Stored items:
-*-
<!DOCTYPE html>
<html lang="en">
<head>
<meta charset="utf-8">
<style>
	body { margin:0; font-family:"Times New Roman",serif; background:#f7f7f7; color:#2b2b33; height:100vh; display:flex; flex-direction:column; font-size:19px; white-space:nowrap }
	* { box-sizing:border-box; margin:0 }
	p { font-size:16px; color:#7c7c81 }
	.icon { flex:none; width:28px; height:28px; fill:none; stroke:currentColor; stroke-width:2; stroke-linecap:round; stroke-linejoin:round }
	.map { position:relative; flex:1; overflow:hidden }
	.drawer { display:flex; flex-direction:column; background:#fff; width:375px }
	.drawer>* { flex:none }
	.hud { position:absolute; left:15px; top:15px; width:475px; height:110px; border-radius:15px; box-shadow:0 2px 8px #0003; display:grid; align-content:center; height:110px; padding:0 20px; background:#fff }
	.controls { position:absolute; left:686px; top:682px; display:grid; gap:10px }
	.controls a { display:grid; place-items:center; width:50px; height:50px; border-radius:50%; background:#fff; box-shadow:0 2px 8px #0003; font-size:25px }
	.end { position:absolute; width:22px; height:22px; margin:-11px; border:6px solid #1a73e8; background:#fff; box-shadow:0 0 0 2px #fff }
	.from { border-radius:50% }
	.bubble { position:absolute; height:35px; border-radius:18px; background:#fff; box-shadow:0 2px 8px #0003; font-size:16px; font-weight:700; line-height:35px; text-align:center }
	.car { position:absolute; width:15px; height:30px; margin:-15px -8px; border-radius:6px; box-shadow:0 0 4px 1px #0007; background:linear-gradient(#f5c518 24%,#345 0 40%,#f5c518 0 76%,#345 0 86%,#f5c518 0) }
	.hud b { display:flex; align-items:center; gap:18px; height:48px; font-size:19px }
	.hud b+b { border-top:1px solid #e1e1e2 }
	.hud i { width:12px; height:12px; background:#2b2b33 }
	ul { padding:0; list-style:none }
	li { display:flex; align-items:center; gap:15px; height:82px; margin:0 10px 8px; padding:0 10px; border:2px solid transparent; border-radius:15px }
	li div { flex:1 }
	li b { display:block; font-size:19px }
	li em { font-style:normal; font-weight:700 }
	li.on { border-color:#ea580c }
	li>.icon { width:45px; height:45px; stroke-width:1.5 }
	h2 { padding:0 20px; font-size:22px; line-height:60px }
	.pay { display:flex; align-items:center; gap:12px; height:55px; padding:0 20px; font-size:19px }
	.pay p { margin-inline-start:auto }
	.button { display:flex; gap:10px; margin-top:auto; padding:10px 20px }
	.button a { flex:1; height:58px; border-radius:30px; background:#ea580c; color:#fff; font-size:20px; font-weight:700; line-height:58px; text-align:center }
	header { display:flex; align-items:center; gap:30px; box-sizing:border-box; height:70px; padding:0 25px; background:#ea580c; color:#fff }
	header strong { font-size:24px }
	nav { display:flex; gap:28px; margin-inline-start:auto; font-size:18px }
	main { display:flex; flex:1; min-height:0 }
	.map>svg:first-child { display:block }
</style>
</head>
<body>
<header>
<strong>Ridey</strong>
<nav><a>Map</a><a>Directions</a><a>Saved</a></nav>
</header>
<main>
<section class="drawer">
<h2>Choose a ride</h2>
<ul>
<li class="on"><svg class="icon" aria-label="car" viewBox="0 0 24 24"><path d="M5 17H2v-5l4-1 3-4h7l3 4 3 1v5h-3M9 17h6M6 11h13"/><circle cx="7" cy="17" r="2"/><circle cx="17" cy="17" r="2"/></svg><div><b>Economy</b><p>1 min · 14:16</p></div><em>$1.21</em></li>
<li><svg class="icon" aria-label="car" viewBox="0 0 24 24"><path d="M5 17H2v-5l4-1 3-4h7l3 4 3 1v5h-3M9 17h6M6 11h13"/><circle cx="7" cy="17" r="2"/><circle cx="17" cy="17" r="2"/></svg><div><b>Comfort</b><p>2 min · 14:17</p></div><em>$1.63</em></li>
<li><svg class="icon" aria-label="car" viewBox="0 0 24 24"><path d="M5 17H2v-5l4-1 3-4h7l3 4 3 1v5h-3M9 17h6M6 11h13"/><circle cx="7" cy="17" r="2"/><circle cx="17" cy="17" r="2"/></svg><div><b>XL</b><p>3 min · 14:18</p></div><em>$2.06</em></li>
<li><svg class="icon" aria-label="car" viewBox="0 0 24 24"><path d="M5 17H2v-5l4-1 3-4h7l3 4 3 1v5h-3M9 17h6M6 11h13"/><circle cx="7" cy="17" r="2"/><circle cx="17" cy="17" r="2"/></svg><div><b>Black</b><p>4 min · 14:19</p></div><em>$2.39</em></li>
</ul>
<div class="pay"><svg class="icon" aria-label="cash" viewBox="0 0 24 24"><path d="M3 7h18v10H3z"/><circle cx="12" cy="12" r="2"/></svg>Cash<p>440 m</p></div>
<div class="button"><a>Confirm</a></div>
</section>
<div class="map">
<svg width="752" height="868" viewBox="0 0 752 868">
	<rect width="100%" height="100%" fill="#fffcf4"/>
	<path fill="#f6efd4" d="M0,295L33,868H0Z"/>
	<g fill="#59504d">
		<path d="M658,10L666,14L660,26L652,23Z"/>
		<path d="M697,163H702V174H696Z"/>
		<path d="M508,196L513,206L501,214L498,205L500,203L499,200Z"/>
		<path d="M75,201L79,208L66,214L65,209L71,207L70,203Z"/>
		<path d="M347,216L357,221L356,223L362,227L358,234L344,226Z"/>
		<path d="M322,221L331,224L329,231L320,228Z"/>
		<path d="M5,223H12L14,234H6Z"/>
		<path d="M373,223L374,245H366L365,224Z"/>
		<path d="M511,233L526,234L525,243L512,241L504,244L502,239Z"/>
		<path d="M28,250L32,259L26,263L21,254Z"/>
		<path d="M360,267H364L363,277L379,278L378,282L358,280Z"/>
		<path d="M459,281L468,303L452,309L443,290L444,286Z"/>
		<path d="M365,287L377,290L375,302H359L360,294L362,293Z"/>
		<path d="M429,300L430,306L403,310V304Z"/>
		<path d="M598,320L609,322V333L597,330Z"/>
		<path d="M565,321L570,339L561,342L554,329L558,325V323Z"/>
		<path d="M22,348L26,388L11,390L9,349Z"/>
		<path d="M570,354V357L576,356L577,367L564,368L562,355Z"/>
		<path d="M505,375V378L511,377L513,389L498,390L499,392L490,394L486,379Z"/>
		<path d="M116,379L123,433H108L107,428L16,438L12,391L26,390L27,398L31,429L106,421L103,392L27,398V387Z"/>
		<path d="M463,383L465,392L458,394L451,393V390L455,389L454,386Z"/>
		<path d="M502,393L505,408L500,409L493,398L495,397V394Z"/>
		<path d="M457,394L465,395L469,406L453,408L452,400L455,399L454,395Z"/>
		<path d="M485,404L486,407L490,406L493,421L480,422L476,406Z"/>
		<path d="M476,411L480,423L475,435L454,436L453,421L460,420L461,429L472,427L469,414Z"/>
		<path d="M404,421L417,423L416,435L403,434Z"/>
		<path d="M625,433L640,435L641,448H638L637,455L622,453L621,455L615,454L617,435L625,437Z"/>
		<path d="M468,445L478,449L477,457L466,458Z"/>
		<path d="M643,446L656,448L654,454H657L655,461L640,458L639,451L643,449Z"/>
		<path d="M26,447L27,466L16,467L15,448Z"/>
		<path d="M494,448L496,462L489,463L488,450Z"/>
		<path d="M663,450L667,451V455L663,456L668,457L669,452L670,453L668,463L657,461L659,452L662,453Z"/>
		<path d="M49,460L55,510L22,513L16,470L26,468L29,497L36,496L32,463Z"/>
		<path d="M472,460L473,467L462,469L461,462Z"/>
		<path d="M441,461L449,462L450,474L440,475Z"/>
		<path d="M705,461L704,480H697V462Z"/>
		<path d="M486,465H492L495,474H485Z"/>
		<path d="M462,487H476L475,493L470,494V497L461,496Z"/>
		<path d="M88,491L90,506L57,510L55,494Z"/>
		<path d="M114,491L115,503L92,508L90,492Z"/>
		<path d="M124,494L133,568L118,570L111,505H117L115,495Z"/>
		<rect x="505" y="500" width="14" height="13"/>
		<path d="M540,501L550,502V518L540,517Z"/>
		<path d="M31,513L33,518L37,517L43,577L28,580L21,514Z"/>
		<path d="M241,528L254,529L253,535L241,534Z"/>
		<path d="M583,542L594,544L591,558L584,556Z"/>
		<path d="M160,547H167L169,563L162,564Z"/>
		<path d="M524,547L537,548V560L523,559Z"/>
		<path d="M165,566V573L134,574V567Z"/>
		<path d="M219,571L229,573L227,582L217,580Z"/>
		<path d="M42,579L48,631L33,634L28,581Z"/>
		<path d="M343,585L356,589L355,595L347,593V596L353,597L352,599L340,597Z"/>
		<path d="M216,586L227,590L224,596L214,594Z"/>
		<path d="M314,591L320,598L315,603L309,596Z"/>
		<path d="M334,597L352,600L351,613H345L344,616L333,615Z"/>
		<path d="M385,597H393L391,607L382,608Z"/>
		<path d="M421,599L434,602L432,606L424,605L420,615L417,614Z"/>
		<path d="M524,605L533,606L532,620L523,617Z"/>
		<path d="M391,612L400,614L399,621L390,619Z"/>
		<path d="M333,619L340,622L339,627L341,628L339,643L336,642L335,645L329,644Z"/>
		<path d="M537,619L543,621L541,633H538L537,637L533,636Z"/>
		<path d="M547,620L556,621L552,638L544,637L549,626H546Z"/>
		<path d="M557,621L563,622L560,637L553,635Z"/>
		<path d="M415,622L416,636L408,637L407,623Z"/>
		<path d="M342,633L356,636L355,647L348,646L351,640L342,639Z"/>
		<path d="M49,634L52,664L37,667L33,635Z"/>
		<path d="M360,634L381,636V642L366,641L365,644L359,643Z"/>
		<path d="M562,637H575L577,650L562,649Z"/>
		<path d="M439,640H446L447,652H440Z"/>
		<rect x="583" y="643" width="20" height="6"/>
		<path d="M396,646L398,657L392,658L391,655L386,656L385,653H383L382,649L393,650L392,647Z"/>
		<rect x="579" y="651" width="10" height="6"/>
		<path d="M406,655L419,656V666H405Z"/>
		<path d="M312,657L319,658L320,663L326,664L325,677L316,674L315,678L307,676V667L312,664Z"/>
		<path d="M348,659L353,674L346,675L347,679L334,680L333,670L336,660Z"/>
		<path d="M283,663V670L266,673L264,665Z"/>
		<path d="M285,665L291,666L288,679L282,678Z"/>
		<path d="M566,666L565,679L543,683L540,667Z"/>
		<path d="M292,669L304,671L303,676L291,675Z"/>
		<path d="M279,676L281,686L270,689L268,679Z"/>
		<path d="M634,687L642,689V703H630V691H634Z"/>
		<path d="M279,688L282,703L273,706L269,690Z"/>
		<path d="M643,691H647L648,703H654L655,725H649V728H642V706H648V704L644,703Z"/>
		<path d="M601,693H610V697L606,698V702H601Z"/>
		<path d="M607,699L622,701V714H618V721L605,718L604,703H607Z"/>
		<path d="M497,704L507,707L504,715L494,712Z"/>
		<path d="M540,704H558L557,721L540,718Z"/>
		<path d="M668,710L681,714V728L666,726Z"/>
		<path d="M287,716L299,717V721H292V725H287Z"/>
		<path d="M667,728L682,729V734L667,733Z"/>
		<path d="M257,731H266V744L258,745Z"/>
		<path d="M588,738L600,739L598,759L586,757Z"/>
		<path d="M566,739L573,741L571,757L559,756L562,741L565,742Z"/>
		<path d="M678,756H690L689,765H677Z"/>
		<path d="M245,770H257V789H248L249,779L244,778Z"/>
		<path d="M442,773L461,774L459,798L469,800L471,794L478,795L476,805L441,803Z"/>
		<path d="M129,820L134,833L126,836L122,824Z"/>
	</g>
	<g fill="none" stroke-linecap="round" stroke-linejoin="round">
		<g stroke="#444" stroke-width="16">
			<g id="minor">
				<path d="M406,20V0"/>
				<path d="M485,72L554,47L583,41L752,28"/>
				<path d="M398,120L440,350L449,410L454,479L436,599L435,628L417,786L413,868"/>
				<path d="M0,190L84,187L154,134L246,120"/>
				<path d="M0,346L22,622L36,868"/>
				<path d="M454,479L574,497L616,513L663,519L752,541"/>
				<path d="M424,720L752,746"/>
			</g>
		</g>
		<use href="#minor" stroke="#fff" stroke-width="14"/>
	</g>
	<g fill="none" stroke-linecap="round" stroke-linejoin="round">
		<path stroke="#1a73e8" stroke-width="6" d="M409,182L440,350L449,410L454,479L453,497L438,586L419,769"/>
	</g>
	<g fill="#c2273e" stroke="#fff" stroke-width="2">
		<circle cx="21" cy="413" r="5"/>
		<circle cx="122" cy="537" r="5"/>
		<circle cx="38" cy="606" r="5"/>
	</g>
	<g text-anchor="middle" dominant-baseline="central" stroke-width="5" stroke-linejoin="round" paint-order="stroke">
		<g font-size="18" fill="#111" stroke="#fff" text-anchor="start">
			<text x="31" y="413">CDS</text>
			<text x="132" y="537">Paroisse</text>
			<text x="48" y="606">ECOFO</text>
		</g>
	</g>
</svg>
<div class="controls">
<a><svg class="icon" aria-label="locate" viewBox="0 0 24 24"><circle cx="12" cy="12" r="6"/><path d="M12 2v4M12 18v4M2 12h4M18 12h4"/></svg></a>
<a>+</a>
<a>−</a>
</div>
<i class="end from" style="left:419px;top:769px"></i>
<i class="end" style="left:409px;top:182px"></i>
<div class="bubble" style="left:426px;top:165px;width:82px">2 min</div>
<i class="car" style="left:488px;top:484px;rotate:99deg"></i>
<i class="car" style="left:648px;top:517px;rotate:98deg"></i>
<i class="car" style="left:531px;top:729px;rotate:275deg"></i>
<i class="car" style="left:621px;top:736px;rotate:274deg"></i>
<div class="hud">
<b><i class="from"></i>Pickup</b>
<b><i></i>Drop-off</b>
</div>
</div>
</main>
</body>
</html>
-*-
Task: Each line above that contains the word "linejoin" should be returned.

Written solution:
	.icon { flex:none; width:28px; height:28px; fill:none; stroke:currentColor; stroke-width:2; stroke-linecap:round; stroke-linejoin:round }
	<g fill="none" stroke-linecap="round" stroke-linejoin="round">
	<g fill="none" stroke-linecap="round" stroke-linejoin="round">
	<g text-anchor="middle" dominant-baseline="central" stroke-width="5" stroke-linejoin="round" paint-order="stroke">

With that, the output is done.